If, via a combination of above steps, we cut the runtime 10x, i.e. roughly 24 to 2.4 hours, we think we are in the ballpark of being feasible to scale up. ZeroFlow [3] performs distillation from NSFP into a feedforward student at scale; their cited numbers for NSFP are roughly 26 seconds per frame pair, roughly 1.11 hours per ~155 frame sequence. This is only about 2x faster than our hypothetical improved EulerFlow. At current open market cloud H100 prices (roughly 2.50 USD / card / hour), this would be roughly 6 USD / sequence. Given EulerFlow’s scene flow quality (and its ability to extract long tail flow on out-of-taxonomy objects like birds!), we feel this is very much worth the cost to get good quality pseudolabels.

Hyperparameters for EulerFlow

An attractive aspect of EulerFlow is, outside of cripplingly bad hyperparameter settings (Figure 11), it works out-of-the-box on new domains.

For our tabletop demos, we took the exact same config for our Argoverse 2 experiments and just fed in our tabletop data and it worked on the first try. EulerFlow will almost certainly work better with domain-specific hyperparameters, but we find that reasonable settings (e.g. Depth 8 or 18) on a new domain work well.

Visual failure cases for EulerFlow

We think this is a great point; in Supplemental A.3 we have added a figure showcasing EulerFlow’s failure on the tabletop jack. In keeping with our discussion on EulerFlow's limitations (Section 6.1), we explain why this general class of failures is caused by the lack of ray casting geometry.

EulerFlow handling deformable objects?

We think this is a great question, as it highlights an important area of contribution: our method itself makes no assumptions about rigidity in the representation or loss functions, so in principle it’s able to handle deformable objects.

We also demonstrate this in practice with movement of the hand in the Hand Place in Sink scene and flexing of the rod in the Tennis Ball on a Flexible Rod scene on our demo website (https://eulerflow.github.io/) — in both cases, the method is able to describe these motions without issue.

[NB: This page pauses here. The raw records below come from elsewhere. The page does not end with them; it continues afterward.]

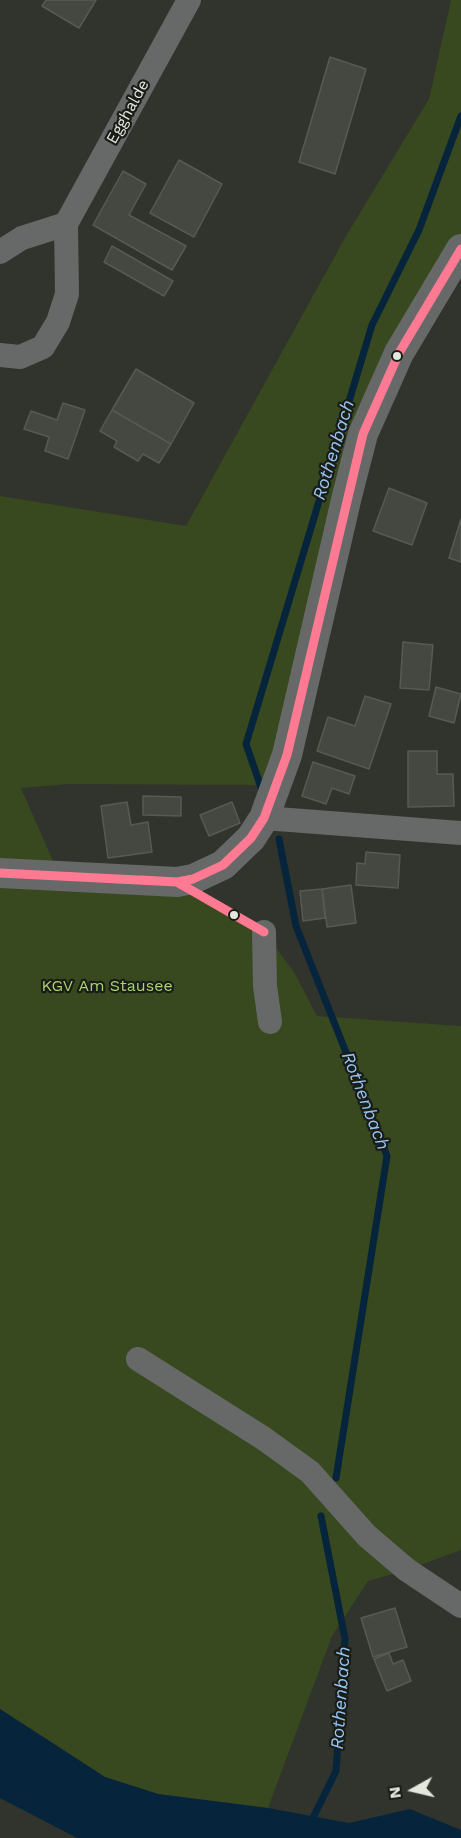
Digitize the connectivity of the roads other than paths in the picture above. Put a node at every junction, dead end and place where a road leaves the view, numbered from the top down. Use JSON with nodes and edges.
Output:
{"nodes":[{"id":1,"x":189,"y":0,"type":"edge"},
{"id":2,"x":66,"y":224,"type":"junction"},
{"id":3,"x":461,"y":249,"type":"edge"},
{"id":4,"x":0,"y":252,"type":"edge"},
{"id":5,"x":0,"y":355,"type":"edge"},
{"id":6,"x":264,"y":818,"type":"junction"},
{"id":7,"x":461,"y":833,"type":"edge"},
{"id":8,"x":0,"y":873,"type":"edge"},
{"id":9,"x":264,"y":932,"type":"dead end"},
{"id":10,"x":270,"y":1022,"type":"dead end"},
{"id":11,"x":138,"y":1359,"type":"dead end"},
{"id":12,"x":461,"y":1606,"type":"edge"}],
"edges":[{"from":1,"to":2,"type":"street","name":"Egghalde"},
{"from":2,"to":4,"type":"street"},
{"from":2,"to":5,"type":"street","name":"Egghalde"},
{"from":3,"to":6,"type":"street"},
{"from":6,"to":7,"type":"street"},
{"from":6,"to":8,"type":"street"},
{"from":9,"to":10,"type":"street"},
{"from":11,"to":12,"type":"street"}]}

Point cloud density (space and time axes)

Point cloud density improves performance on both the space and time axes, as both enable Chamfer Distance to better approximate the true flow. NSFP discusses the failure cases of Chamfer Distance in the spatial axes; DynamicFusion [4] discusses the importance of having high frame rate sampling in making these reconstruction problems easier because motions are smaller and thus the interpolation problem is less challenging.

[1] FlashAttention: Fast and Memory-Efficient Exact Attention with IO-Awareness. Dao et al. NeurIPS 2022.

[2] Hopper Whitepaper, Nvidia, GTC 2022.

[3] ZeroFlow: Scalable Scene Flow via Distillation. Vedder et al. ICLR 2024.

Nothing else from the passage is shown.